Pour compléter la mise en situation, Phone propose de m’amener dans des endroits inconnus des touristes, de l’autre côté du Mékong, en face de Luang Prabang pour me montrer des monastères très anciens, me faire voir la “vraie” vie des villageois et me montrer des échoppes d’artisans. Tout se passe dans des conditions privilégiées, avec un très grand respect et une très grande complicité. J’embarque donc avec Phone, mon jeune “guide” moine laotien dans une pirogue pour traverser le Mékong et découvrir l’autre côté de la rive… 

Je n’oublierai jamais cet après-midi avec ce jeune moine laotien qui voudrait devenir guide francophone. J’aimerais tellement l’y aider, mais je lui ai fais prendre conscience, qu’en dehors même de l’apprentissage de la langue, il devrait aussi apprendre les codes civils des relations d’un guide avec ses touristes. C’est à dire… regarder les personnes auxquelles il s’adresse en les regardant dans les yeux (pour lui, c’est un manque de respect), serrer la main à ses touristes femmes, prendre un verre ou déjeuner dans un restaurant avec ses clients, s’habiller en jean-tshirt-baskets… Tout cela lui semble insurmontable !

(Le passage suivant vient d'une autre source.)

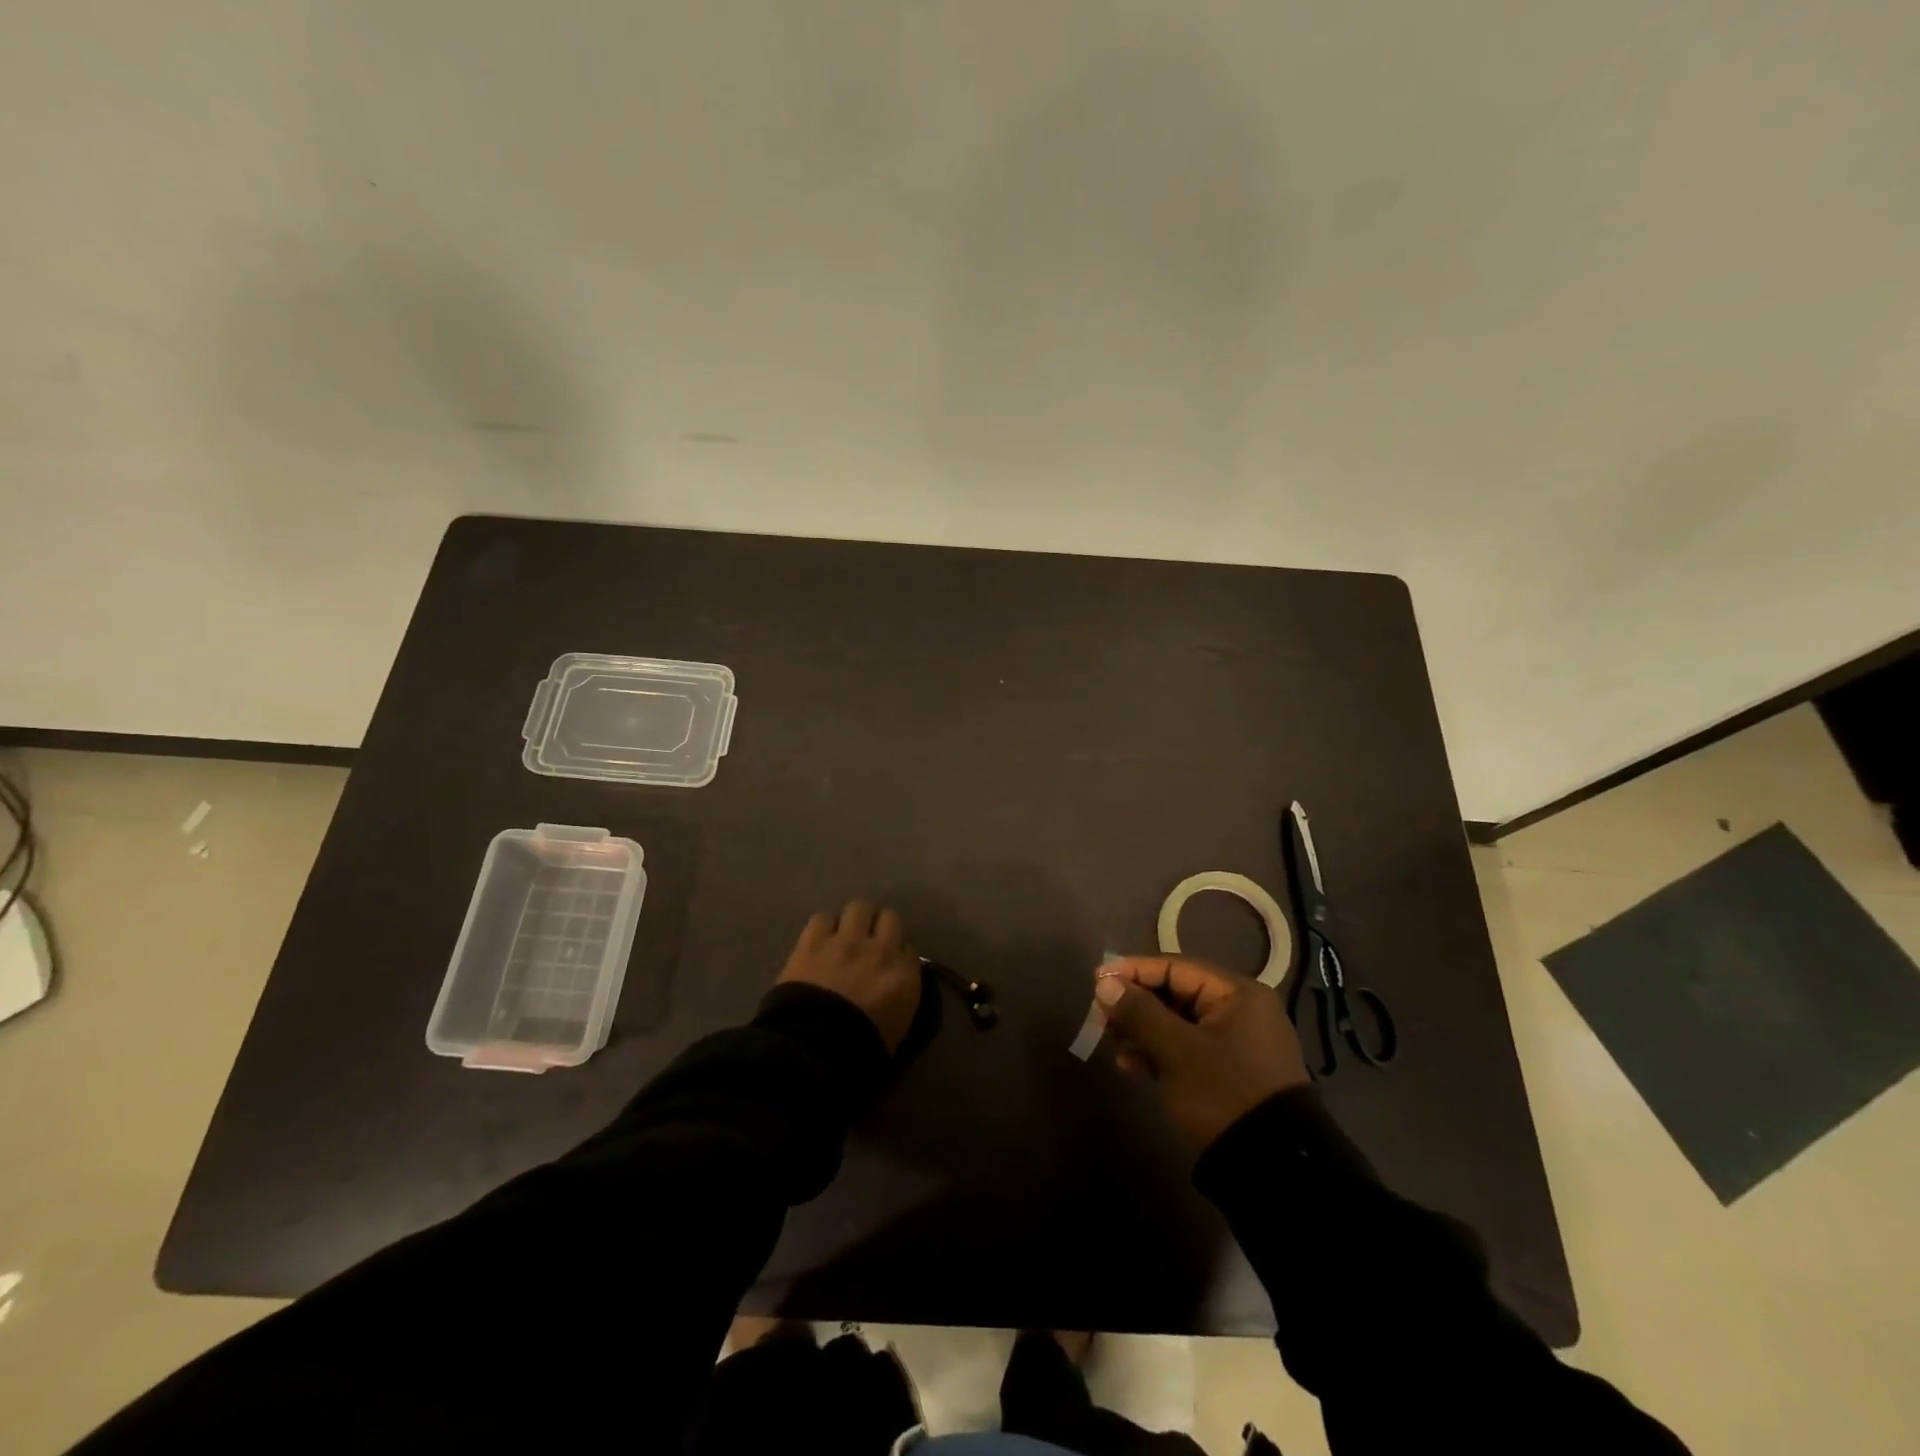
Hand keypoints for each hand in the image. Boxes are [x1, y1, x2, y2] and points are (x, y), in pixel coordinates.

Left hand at [776, 900, 920, 1052]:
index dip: (898, 952)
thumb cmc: (860, 1052)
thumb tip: (895, 986)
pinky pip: (823, 918)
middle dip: (880, 927)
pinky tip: (819, 939)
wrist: (815, 1049)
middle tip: (869, 942)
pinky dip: (823, 927)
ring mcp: (846, 941)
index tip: (890, 962)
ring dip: (854, 920)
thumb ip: (901, 1000)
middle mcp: (880, 949)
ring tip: (844, 934)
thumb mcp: (897, 1030)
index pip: (909, 948)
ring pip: (859, 907)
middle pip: (889, 917)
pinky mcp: (814, 940)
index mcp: (904, 976)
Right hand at [1094, 956, 1309, 1152]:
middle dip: (1135, 1004)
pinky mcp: (1226, 1073)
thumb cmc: (1224, 1094)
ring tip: (1110, 1041)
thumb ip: (1139, 1012)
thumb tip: (1105, 984)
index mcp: (1237, 994)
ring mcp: (1234, 1044)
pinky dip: (1157, 1052)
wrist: (1272, 1170)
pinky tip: (1129, 1064)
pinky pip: (1185, 1049)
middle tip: (1100, 1016)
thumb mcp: (1177, 1051)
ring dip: (1142, 1029)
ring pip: (1177, 1023)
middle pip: (1175, 994)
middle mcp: (1239, 1011)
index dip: (1133, 972)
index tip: (1097, 982)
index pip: (1175, 968)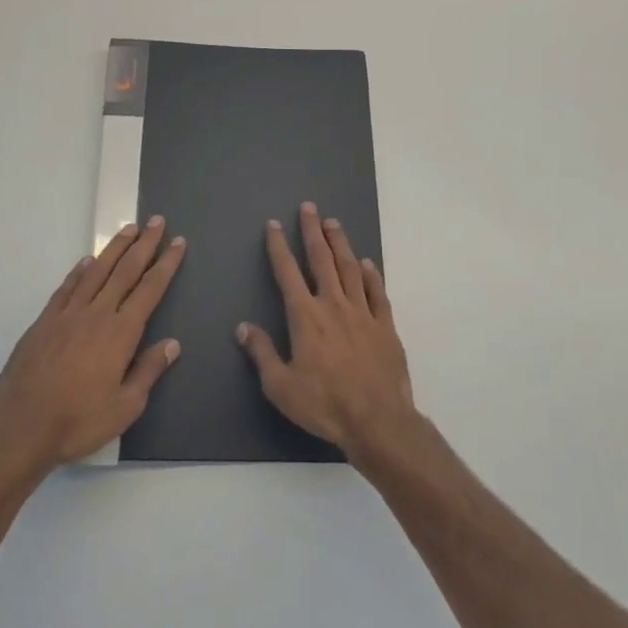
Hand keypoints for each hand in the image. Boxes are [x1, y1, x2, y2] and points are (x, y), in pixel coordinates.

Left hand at [0, 218, 185, 471]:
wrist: (21, 427)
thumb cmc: (78, 421)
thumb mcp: (125, 407)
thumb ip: (149, 371)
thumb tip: (172, 343)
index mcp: (120, 333)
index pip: (150, 289)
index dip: (166, 264)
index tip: (178, 242)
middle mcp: (96, 314)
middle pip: (125, 271)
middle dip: (144, 244)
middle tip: (157, 221)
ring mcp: (67, 314)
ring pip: (96, 271)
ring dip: (115, 248)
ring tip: (129, 229)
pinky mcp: (44, 322)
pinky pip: (67, 287)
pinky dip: (79, 270)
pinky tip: (87, 261)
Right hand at [237, 201, 417, 461]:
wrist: (377, 420)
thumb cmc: (324, 405)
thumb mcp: (280, 386)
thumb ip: (262, 353)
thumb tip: (243, 328)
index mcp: (305, 316)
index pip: (287, 272)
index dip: (278, 246)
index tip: (273, 225)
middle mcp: (333, 305)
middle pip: (321, 259)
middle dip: (313, 231)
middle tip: (309, 207)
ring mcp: (363, 313)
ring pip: (350, 268)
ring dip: (340, 244)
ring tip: (334, 223)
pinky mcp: (385, 326)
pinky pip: (377, 293)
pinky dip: (371, 275)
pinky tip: (367, 264)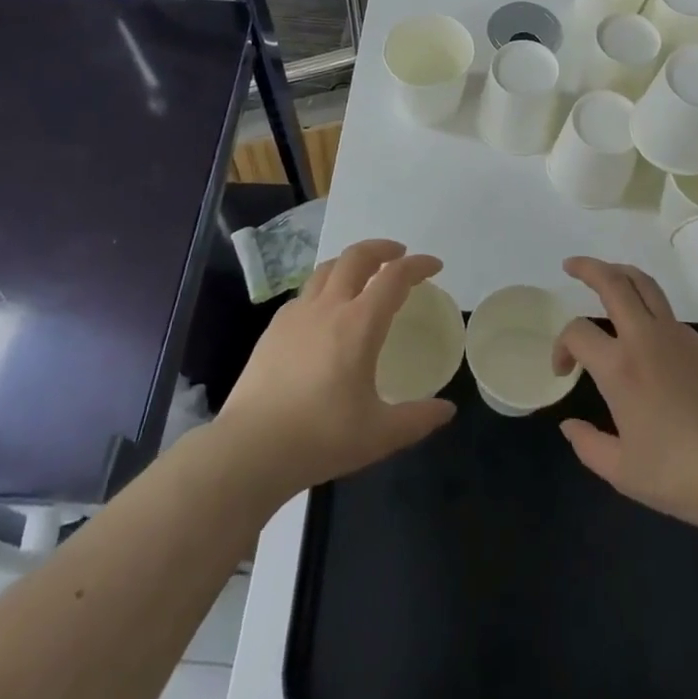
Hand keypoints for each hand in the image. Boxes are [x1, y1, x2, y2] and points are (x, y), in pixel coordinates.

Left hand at [213, 239, 455, 505]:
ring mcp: (297, 314)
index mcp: (360, 324)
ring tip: (362, 274)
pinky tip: (324, 311)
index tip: (434, 266)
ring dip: (350, 262)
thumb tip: (447, 409)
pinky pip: (305, 293)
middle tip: (398, 255)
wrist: (251, 449)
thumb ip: (417, 419)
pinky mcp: (274, 329)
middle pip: (357, 256)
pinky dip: (324, 287)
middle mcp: (329, 307)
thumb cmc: (321, 437)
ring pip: (327, 268)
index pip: (395, 277)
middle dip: (382, 248)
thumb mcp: (379, 435)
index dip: (418, 265)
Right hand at [554, 256, 697, 538]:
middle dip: (588, 268)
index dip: (561, 345)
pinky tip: (645, 333)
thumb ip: (587, 445)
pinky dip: (647, 307)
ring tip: (606, 277)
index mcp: (620, 366)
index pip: (577, 331)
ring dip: (620, 274)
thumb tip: (569, 424)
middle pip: (613, 282)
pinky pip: (667, 313)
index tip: (563, 370)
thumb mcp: (622, 472)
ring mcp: (678, 336)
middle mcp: (645, 338)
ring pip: (644, 284)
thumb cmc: (679, 475)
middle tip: (571, 266)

Une relation très forte s’est nouée entre Phone et moi et nous avions tous les deux des larmes aux yeux au moment de nous séparer. J’ai promis à Phone de revenir un jour au Laos pour constater ses progrès en français et voir s’il a pris la difficile décision de quitter l’ordre des moines pour devenir guide francophone dans une vie civile…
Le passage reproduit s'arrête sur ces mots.